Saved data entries
· · ·

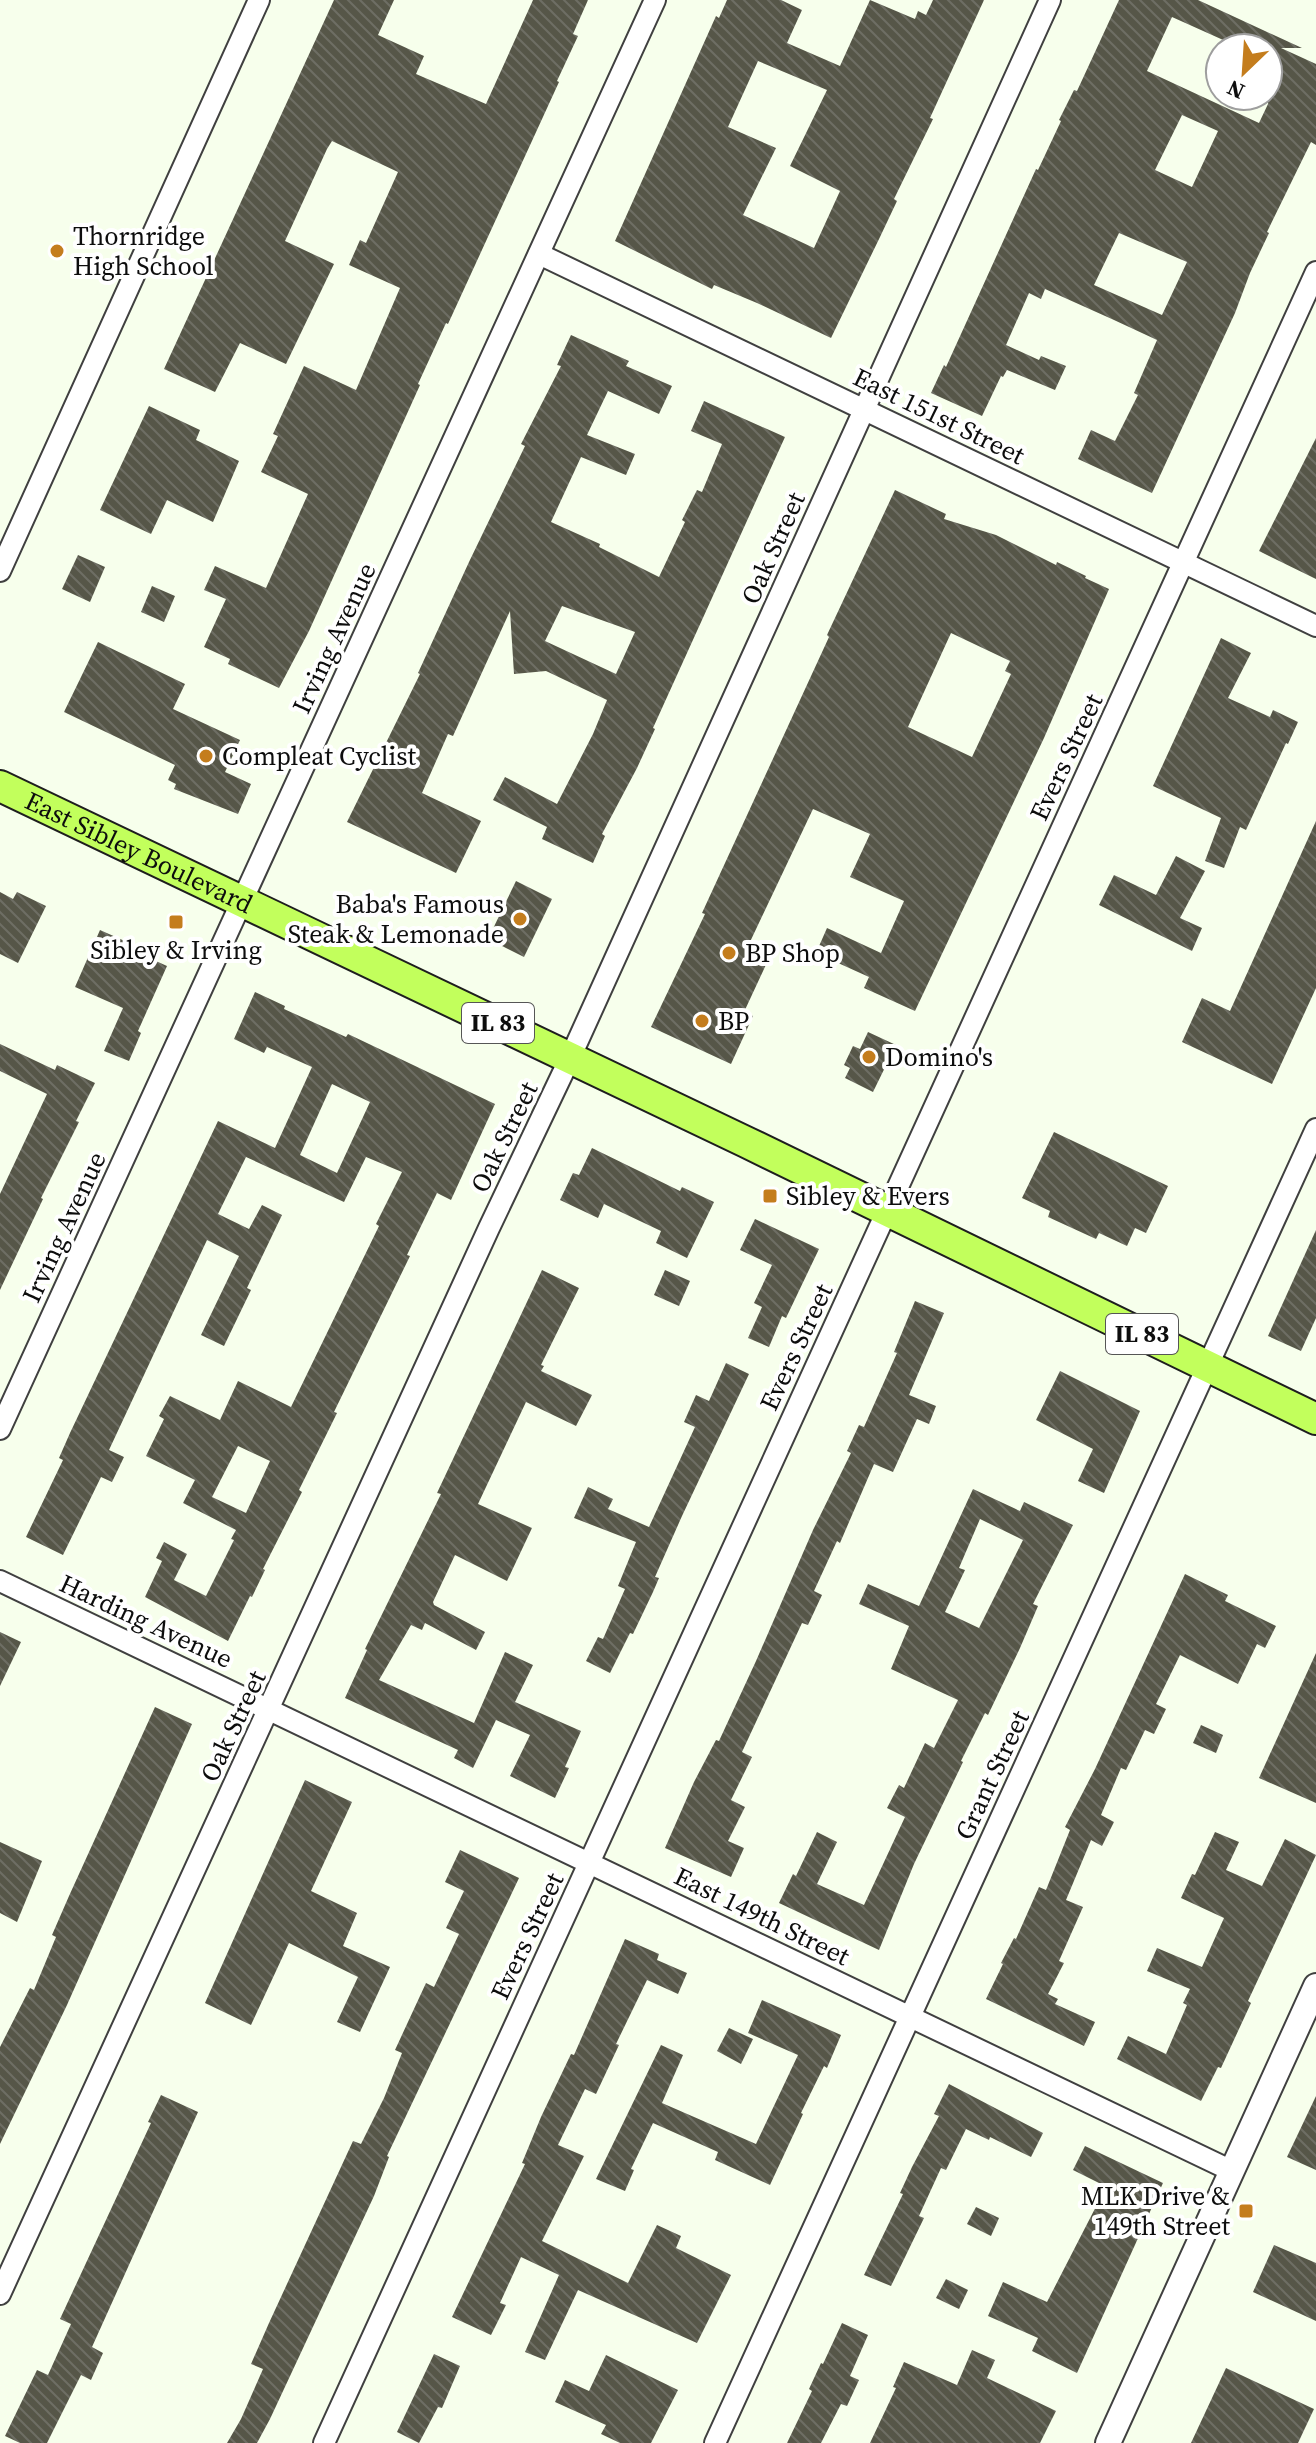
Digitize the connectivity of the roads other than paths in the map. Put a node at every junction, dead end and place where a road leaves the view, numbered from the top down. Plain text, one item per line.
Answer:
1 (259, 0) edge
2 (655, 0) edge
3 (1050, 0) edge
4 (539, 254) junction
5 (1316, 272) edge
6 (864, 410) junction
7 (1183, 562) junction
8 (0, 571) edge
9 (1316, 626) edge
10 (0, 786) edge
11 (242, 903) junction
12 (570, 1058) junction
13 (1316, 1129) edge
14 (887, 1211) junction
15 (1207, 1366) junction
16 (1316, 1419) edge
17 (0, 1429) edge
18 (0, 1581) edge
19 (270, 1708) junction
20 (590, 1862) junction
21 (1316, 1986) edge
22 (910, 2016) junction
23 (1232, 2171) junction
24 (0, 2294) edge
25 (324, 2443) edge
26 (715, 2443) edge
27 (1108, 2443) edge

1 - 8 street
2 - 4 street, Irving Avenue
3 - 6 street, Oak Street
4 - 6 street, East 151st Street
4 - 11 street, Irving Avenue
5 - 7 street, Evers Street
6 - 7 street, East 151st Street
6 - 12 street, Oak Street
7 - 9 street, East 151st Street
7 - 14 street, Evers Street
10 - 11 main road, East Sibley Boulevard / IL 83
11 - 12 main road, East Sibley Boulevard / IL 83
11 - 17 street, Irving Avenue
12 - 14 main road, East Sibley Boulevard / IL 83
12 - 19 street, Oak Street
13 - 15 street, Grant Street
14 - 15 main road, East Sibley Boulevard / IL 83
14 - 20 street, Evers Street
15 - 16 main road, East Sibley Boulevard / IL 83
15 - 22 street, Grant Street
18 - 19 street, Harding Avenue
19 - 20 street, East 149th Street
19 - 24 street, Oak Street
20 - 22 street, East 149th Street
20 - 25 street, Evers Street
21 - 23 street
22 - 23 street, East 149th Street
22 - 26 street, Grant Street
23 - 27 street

· · ·

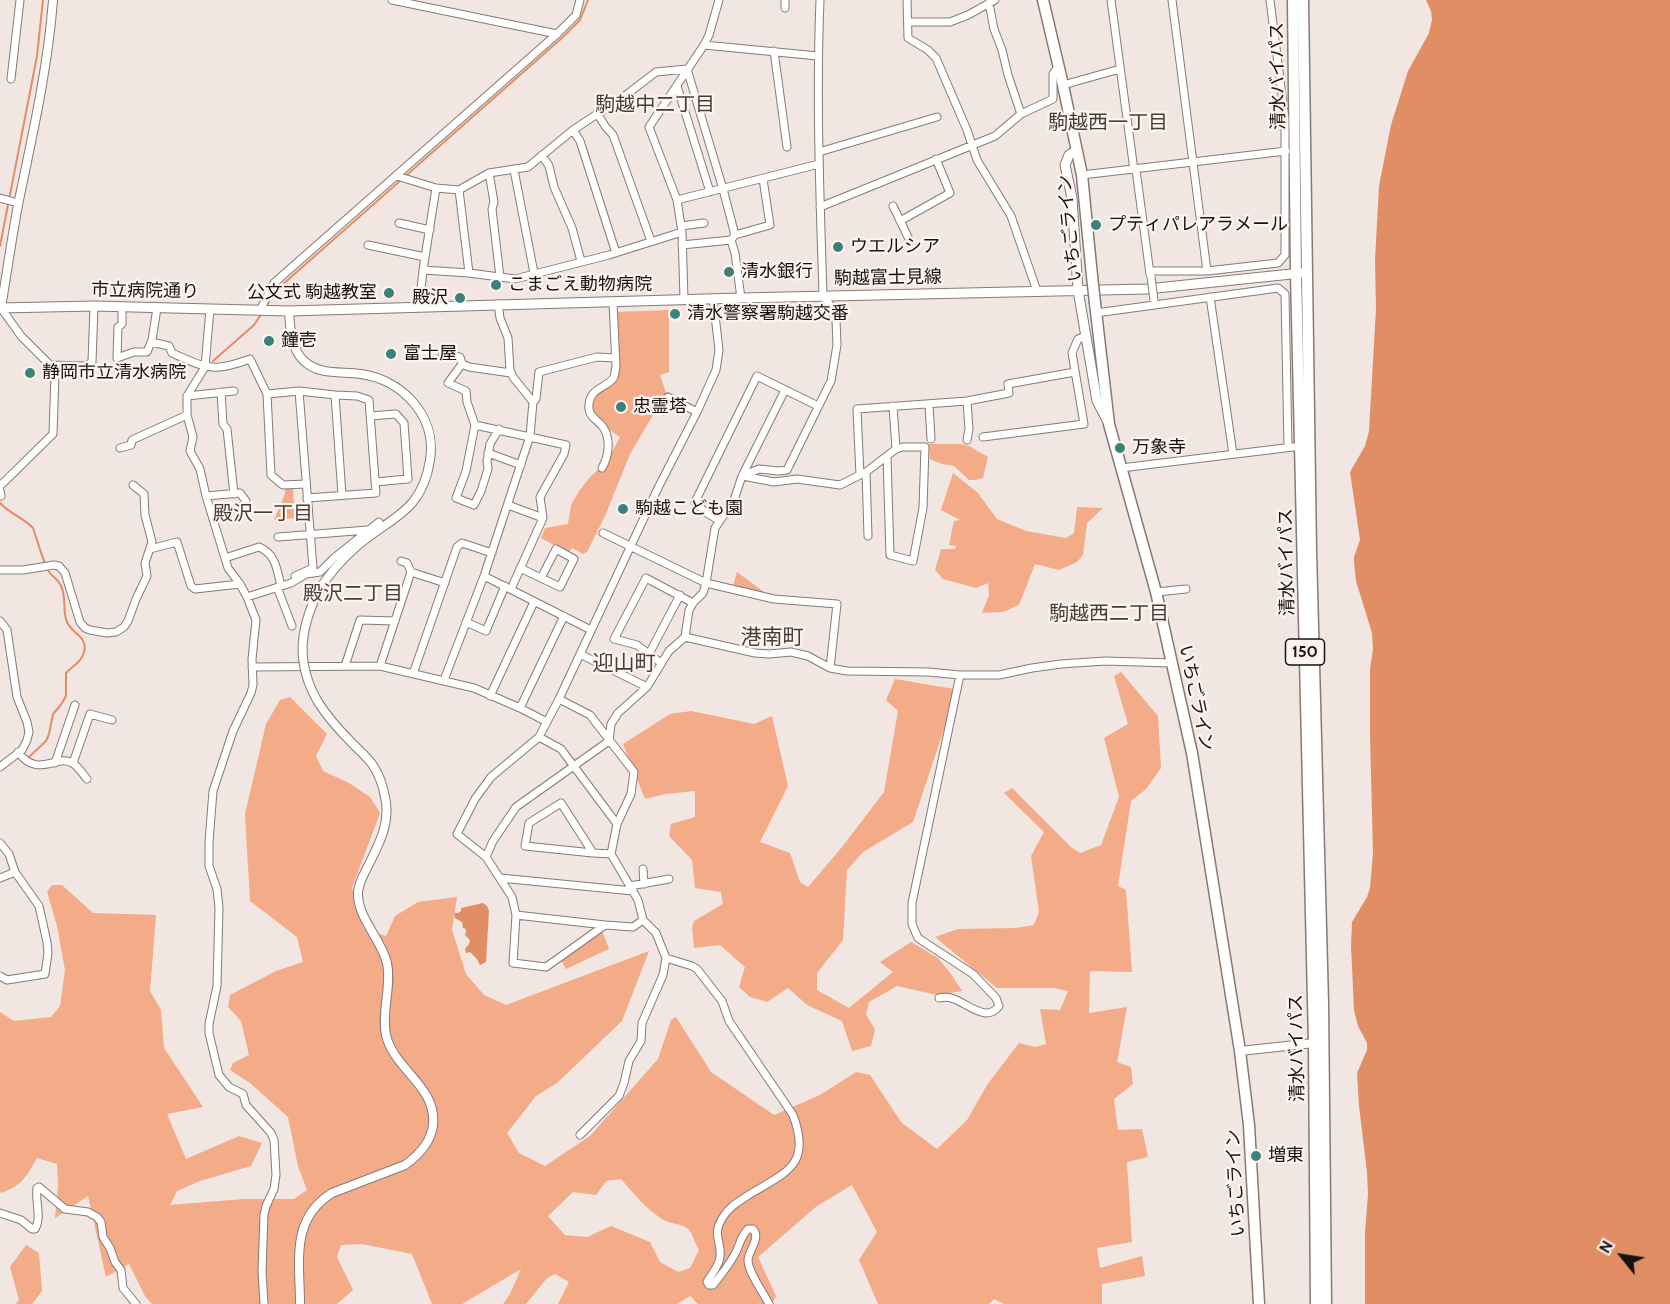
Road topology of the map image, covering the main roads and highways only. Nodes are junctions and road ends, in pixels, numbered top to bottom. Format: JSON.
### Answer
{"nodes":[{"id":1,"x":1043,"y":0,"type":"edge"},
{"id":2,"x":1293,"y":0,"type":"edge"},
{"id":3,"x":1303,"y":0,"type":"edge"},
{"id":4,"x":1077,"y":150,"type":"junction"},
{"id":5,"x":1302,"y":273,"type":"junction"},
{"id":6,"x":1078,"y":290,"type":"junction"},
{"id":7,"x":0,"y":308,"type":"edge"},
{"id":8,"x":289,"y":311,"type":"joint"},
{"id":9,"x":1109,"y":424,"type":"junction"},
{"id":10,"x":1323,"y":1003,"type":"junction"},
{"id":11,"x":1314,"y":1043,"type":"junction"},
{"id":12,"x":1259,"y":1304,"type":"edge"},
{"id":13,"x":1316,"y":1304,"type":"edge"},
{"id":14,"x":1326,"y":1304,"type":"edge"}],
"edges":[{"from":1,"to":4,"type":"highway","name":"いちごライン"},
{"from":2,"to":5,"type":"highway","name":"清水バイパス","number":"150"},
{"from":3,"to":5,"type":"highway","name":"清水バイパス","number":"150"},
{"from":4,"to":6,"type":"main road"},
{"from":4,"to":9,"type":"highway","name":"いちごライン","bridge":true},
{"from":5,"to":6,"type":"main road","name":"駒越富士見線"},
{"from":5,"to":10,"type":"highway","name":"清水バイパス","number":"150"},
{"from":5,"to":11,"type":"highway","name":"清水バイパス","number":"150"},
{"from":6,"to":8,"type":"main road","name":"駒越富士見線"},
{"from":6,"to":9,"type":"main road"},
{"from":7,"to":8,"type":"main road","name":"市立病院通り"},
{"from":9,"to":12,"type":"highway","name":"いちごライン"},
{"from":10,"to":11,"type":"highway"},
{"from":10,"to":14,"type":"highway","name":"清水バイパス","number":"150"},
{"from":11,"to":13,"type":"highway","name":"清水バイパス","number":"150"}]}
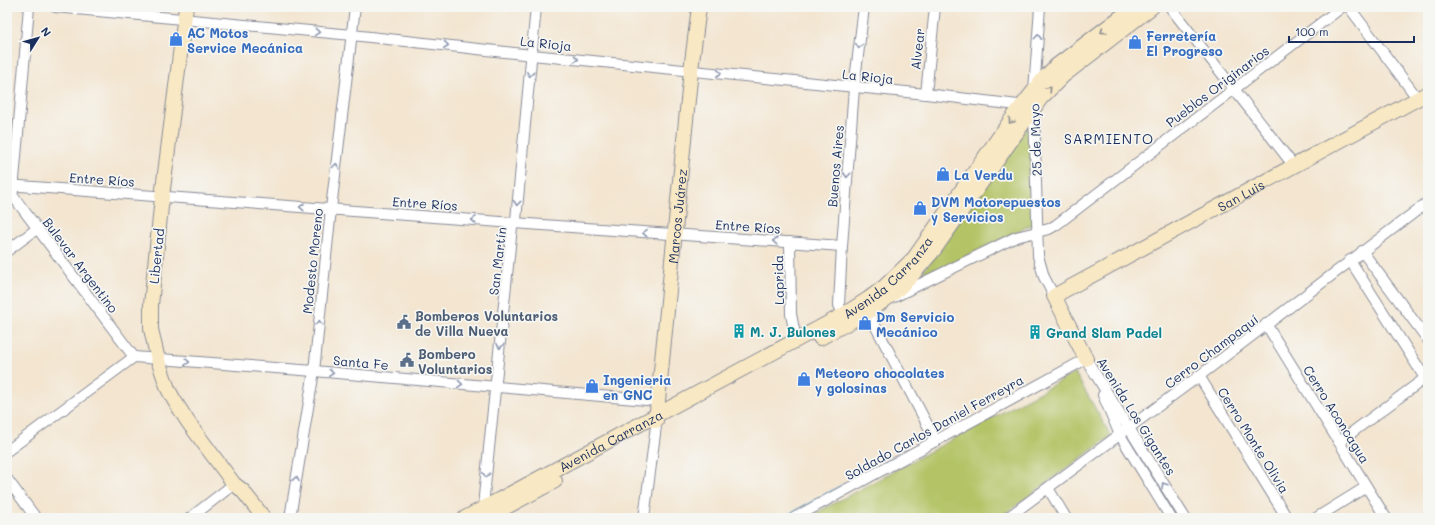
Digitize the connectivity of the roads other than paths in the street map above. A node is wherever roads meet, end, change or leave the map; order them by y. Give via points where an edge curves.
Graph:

· · ·

In the records, which lines mention the word "Digitize"? Copy those lines.

Digitize the connectivity of the roads other than paths in the map. Put a node at every junction, dead end and place where a road leaves the view, numbered from the top down. Plain text, one item per line.
Digitize the connectivity of the roads other than paths in the street map above. A node is wherever roads meet, end, change or leave the map; order them by y. Give via points where an edge curves.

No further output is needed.